Number of high school injuries plummets

? High school sports injury rates in the United States have dropped by more than half in the past decade, probably because of better equipment and other advances, researchers reported last week.

In all nine major sports examined except volleyball, injury rates were at least two times higher in the mid-1990s than they were during the 2005-06 school year, said Dawn Comstock, a researcher at Columbus Children’s Hospital in Ohio and lead author of the study.

“Too often it’s believed sports injuries are unavoidable. We know that’s not true,” she said.

The study was released by the Centers for Disease Control and Prevention.

The previous study to compare national high school injury rates for different sports was published in 1999. It looked at 1995-97 injury rates for 10 sports at more than 200 high schools.

Comstock’s group looked at injury rates for nine sports at 100 high schools in the 2005-06 academic year. The sports studied were football; wrestling; boys and girls soccer; boys and girls basketball; girls volleyball; boys baseball; and girls softball.

Nationally, about 4.2 million high school students participated in those sports during the academic year studied, and an estimated 1.4 million injuries occurred among them.

Football easily had the highest injury rate, according to both the 1999 study and the one by Comstock.

In the Comstock study, the overall football injury rate was 4.36 per 1,000, meaning a high school football player who participates in 1,000 games and practices can expect 4.36 injuries. A girls softball player, in contrast, can expect 1.13.

In the 1999 study, the football injury rate was 8.1 and the girls softball rate 3.5.

Comstock’s group defined an injury as a problem that required medical attention and restricted an athlete’s participation in sports at least one day beyond the day the player got hurt. In the 1999 study, injuries that did not keep an athlete off the field were not included.

Comstock said that might explain some of the reported drop-off in injuries. But she said she believed the rates still would have dropped by half if injuries had been defined the same way in the two studies.

Much of the decline probably stems from rule changes, better safety gear and improvements in injury diagnosis and treatment, Comstock and others said.

The diagnosis of concussion, for example, has improved, thanks to scientific advances. Rule changes increasing water breaks have decreased heat-related illness. Eye protection in stick sports, like lacrosse, have reduced serious eye injuries.

Both studies gathered data only from schools with certified athletic trainers, who have medical training. An estimated 42 percent of U.S. high schools have certified trainers, and they are more common in schools with more money to spend.
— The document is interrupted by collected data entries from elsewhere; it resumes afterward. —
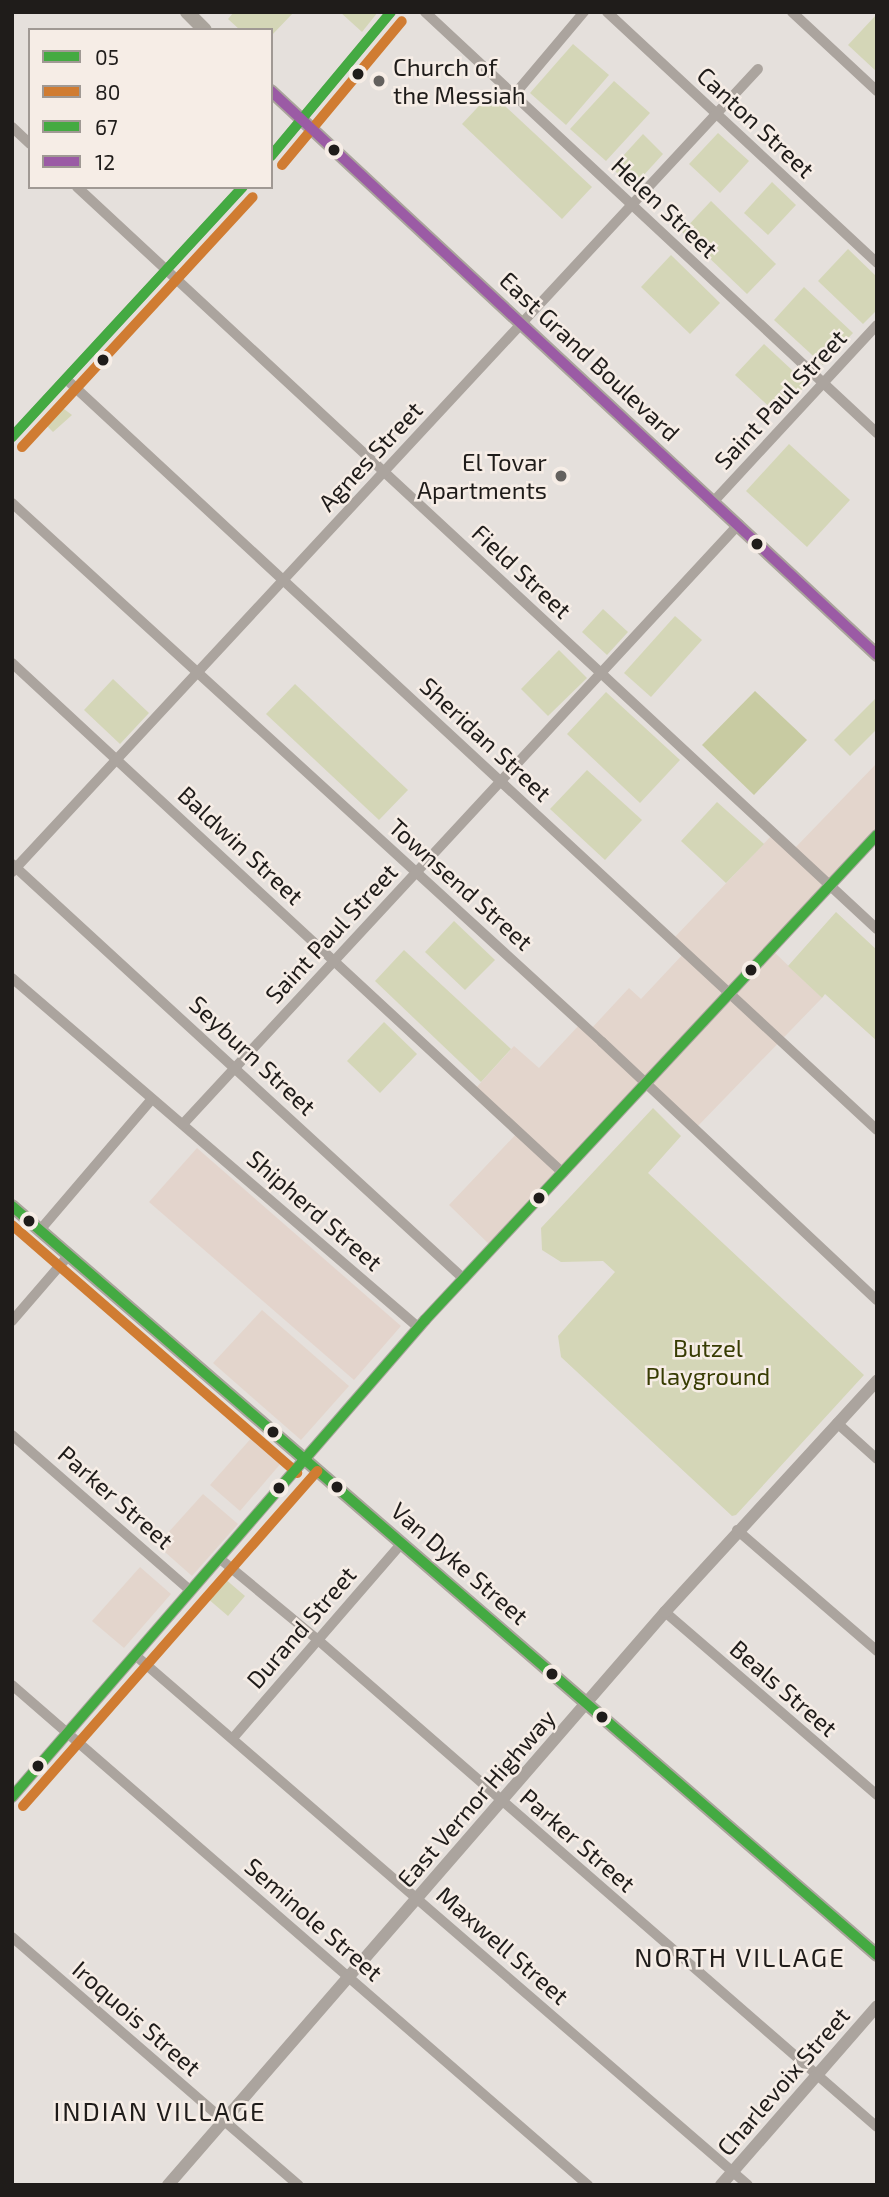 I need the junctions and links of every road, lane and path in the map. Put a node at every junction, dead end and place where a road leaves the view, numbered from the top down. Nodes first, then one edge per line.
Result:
1 (187, 12) edge
2 (391, 12) edge
3 (425, 12) edge
4 (584, 12) edge
5 (607, 12) edge
6 (792, 12) edge
7 (203, 28) edge
8 (758, 69) dead end
9 (877, 91) edge
10 (273, 93) edge
11 (514, 95) junction
12 (716, 114) junction
13 (303, 121) junction
14 (12, 127) edge
15 (28, 142) edge
16 (273, 154) edge
17 (79, 189) edge
18 (241, 189) edge
19 (632, 205) junction
20 (877, 263) edge
21 (167, 271) junction
22 (521, 324) junction
23 (877, 325) edge
24 (66, 379) junction
25 (823, 383) junction
26 (877, 433) edge
27 (12, 438) edge
28 (384, 471) junction
29 (714, 501) junction
30 (12, 503) edge
31 (739, 524) junction
32 (283, 580) junction
33 (877, 655) edge
34 (12, 663) edge
35 (197, 672) junction
36 (601, 673) junction
37 (116, 759) junction
38 (501, 781) junction
39 (877, 835) edge
40 (13, 868) edge
41 (416, 872) junction
42 (830, 885) junction
43 (877, 929) edge
44 (335, 960) junction
45 (12, 978) edge
46 (729, 994) junction
47 (236, 1067) junction
48 (645, 1084) junction
49 (152, 1099) junction
50 (183, 1125) junction
51 (877, 1129) edge
52 (563, 1172) junction
53 (12, 1206) edge
54 (40, 1230) junction
55 (69, 1255) junction
56 (464, 1279) junction
57 (877, 1300) edge
58 (12, 1321) edge
59 (418, 1328) junction
60 (877, 1381) edge
61 (837, 1423) junction
62 (12, 1435) edge
63 (877, 1460) edge
64 (306, 1462) junction
65 (737, 1530) junction
66 (402, 1543) junction
67 (219, 1558) junction
68 (191, 1591) junction
69 (665, 1612) junction
70 (318, 1640) junction
71 (877, 1651) edge
72 (135, 1655) junction
73 (12, 1685) edge
74 (586, 1702) junction
75 (68, 1733) junction
76 (233, 1738) junction
77 (877, 1796) edge
78 (12, 1797) edge
79 (501, 1801) junction
80 (416, 1898) junction
81 (12, 1937) edge
82 (877, 1955) edge
83 (349, 1976) junction
84 (877, 2006) edge
85 (816, 2076) junction
86 (224, 2120) junction
87 (877, 2127) edge
88 (733, 2171) junction
89 (168, 2185) edge
90 (298, 2185) edge
91 (588, 2185) edge
92 (721, 2185) edge
93 (748, 2185) edge

1 - 7 main road
2 - 13 street
3 - 11 street, Helen Street
4 - 11 street
5 - 12 street, Canton Street
6 - 9 street
8 - 12 street, Agnes Street
10 - 13 main road, East Grand Boulevard
11 - 19 street, Helen Street
12 - 19 street, Agnes Street
12 - 20 street, Canton Street
13 - 16 street
13 - 22 main road, East Grand Boulevard
14 - 15 street
17 - 21 street, Field Street
18 - 21 street
19 - 22 street, Agnes Street
19 - 25 street, Helen Street
21 - 24 street
21 - 28 street, Field Street
22 - 28 street, Agnes Street
22 - 29 main road, East Grand Boulevard
23 - 25 street, Saint Paul Street
24 - 27 street
24 - 32 street, Sheridan Street
25 - 26 street, Helen Street
25 - 29 street, Saint Paul Street
28 - 32 street, Agnes Street
28 - 36 street, Field Street
29 - 31 main road, East Grand Boulevard
30 - 35 street, Townsend Street
31 - 33 main road, East Grand Boulevard
31 - 36 street, Saint Paul Street
32 - 35 street, Agnes Street
32 - 38 street, Sheridan Street
34 - 37 street, Baldwin Street
35 - 37 street, Agnes Street
35 - 41 street, Townsend Street
36 - 38 street, Saint Paul Street
36 - 42 street, Field Street
37 - 40 street, Agnes Street
37 - 44 street, Baldwin Street
38 - 41 street, Saint Paul Street
38 - 46 street, Sheridan Street
39 - 42 street
40 - 47 street, Seyburn Street
41 - 44 street, Saint Paul Street
41 - 48 street, Townsend Street
42 - 43 street, Field Street
42 - 46 street
44 - 47 street, Saint Paul Street
44 - 52 street, Baldwin Street
45 - 49 street
46 - 48 street
46 - 51 street, Sheridan Street
47 - 50 street, Saint Paul Street
47 - 56 street, Seyburn Street
48 - 52 street
48 - 57 street, Townsend Street
49 - 50 street, Shipherd Street
49 - 54 street
50 - 59 street, Shipherd Street
52 - 56 street
53 - 54 main road, Van Dyke Street
54 - 55 main road, Van Dyke Street
55 - 58 street
55 - 64 main road, Van Dyke Street
56 - 59 street
59 - 64 street
60 - 61 street, East Vernor Highway
61 - 63 street
61 - 65 street, East Vernor Highway
62 - 68 street, Parker Street
64 - 66 main road, Van Dyke Street
64 - 67 street
65 - 69 street, East Vernor Highway
65 - 71 street
66 - 70 street, Durand Street
66 - 74 main road, Van Dyke Street
67 - 68 street
67 - 70 street, Parker Street
68 - 72 street
69 - 74 street, East Vernor Highway
69 - 77 street, Beals Street
70 - 76 street, Durand Street
70 - 79 street, Parker Street
72 - 75 street
72 - 76 street, Maxwell Street
73 - 75 street, Seminole Street
74 - 79 street, East Vernor Highway
74 - 82 main road, Van Dyke Street
75 - 78 street
75 - 83 street, Seminole Street
76 - 80 street, Maxwell Street
79 - 80 street, East Vernor Highway
79 - 85 street, Parker Street
80 - 83 street, East Vernor Highway
80 - 88 street, Maxwell Street
81 - 86 street, Iroquois Street
83 - 86 street, East Vernor Highway
83 - 91 street, Seminole Street
84 - 85 street, Charlevoix Street
85 - 87 street, Parker Street
85 - 88 street, Charlevoix Street
86 - 89 street, East Vernor Highway
86 - 90 street, Iroquois Street
88 - 92 street, Charlevoix Street
88 - 93 street, Maxwell Street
Poorer schools may also have worse field conditions and equipment, and they probably have higher injury rates, said Steve Marshall, a sports injury epidemiologist at the University of North Carolina.

Marshall praised the Comstock study and said it probably would become a new standard reference for high school sports injury rates.

For all sports, injury rates were significantly higher in games than in practices, presumably because of the speed and intensity in games.